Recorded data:
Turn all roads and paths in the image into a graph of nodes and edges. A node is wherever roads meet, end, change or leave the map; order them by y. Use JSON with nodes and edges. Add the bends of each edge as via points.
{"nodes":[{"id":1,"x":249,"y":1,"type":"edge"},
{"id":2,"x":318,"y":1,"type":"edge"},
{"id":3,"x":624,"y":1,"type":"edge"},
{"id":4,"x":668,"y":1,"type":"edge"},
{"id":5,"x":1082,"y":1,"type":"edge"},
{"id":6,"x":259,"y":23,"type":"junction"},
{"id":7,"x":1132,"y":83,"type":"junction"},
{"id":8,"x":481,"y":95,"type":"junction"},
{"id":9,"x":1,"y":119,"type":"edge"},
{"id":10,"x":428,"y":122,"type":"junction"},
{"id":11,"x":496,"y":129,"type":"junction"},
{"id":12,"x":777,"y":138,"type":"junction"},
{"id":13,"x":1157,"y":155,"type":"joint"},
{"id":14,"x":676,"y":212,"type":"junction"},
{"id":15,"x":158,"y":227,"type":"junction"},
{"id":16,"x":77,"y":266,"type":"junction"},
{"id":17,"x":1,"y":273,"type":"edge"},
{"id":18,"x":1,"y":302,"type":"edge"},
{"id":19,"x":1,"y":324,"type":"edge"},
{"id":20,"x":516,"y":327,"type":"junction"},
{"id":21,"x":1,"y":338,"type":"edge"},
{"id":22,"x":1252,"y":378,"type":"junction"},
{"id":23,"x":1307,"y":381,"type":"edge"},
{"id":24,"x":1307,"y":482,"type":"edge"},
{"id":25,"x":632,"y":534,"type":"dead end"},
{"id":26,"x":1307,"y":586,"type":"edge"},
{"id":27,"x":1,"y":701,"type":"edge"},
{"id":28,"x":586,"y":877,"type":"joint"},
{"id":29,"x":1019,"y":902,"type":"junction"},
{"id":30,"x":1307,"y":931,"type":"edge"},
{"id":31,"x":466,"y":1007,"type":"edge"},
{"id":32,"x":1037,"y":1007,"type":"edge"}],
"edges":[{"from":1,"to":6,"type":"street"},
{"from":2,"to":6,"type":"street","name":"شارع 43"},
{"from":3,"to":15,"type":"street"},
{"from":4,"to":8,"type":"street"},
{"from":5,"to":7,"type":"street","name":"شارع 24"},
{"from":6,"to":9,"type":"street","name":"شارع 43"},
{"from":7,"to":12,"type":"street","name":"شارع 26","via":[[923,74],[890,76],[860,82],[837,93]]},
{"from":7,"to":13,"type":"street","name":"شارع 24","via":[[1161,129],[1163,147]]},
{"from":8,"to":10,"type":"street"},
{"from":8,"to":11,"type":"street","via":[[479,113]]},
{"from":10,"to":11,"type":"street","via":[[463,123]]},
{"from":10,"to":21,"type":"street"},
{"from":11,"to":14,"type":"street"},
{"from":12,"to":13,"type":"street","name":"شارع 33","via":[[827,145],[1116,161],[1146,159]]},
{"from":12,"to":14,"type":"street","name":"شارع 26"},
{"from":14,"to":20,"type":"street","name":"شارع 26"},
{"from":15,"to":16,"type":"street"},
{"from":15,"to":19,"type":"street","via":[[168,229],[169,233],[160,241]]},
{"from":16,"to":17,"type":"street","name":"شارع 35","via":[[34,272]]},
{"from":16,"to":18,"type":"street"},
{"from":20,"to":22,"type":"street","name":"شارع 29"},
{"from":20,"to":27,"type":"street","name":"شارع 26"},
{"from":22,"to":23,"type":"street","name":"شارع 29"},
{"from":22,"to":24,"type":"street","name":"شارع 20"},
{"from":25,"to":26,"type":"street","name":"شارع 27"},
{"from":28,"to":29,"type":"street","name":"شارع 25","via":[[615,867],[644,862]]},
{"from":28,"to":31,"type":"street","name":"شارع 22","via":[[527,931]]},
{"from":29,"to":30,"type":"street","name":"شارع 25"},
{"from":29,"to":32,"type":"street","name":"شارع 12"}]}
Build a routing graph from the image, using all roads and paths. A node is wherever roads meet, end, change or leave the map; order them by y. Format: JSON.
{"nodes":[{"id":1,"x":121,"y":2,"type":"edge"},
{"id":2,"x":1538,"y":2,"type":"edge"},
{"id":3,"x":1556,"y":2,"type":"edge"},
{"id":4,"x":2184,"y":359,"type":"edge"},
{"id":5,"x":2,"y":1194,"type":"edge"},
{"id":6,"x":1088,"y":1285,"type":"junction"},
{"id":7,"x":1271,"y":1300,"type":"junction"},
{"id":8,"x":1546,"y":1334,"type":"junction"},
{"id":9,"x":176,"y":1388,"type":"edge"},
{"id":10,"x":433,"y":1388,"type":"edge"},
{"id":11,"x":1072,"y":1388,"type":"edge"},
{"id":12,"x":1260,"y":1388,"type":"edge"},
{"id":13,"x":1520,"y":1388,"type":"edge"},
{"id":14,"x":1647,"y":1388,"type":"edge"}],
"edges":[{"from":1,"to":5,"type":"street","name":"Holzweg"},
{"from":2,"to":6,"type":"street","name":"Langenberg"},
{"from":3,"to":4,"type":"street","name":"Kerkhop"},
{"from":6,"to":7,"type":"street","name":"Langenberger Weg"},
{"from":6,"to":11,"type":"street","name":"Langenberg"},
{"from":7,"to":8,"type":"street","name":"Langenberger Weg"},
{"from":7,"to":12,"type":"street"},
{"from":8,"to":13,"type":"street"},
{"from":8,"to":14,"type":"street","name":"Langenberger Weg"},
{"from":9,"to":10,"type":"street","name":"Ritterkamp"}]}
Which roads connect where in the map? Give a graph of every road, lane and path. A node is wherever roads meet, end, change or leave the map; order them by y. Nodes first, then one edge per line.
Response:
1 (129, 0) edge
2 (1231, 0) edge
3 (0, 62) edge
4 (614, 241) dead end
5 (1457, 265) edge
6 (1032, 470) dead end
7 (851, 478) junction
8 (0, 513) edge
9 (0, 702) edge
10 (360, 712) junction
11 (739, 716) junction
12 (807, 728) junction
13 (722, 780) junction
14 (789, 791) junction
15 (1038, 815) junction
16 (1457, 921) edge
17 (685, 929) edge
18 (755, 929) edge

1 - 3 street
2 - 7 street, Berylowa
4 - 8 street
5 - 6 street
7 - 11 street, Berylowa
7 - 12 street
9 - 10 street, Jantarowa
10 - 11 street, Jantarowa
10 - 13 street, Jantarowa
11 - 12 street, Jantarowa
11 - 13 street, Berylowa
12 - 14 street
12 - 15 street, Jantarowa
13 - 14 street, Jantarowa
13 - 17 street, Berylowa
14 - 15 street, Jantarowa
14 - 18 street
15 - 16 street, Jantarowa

ASSIGNMENT
The answer must consist of every line from the data that holds the string "Berylowa".

ANSWER SPACE
2 - 7 street, Berylowa
7 - 11 street, Berylowa
11 - 13 street, Berylowa
13 - 17 street, Berylowa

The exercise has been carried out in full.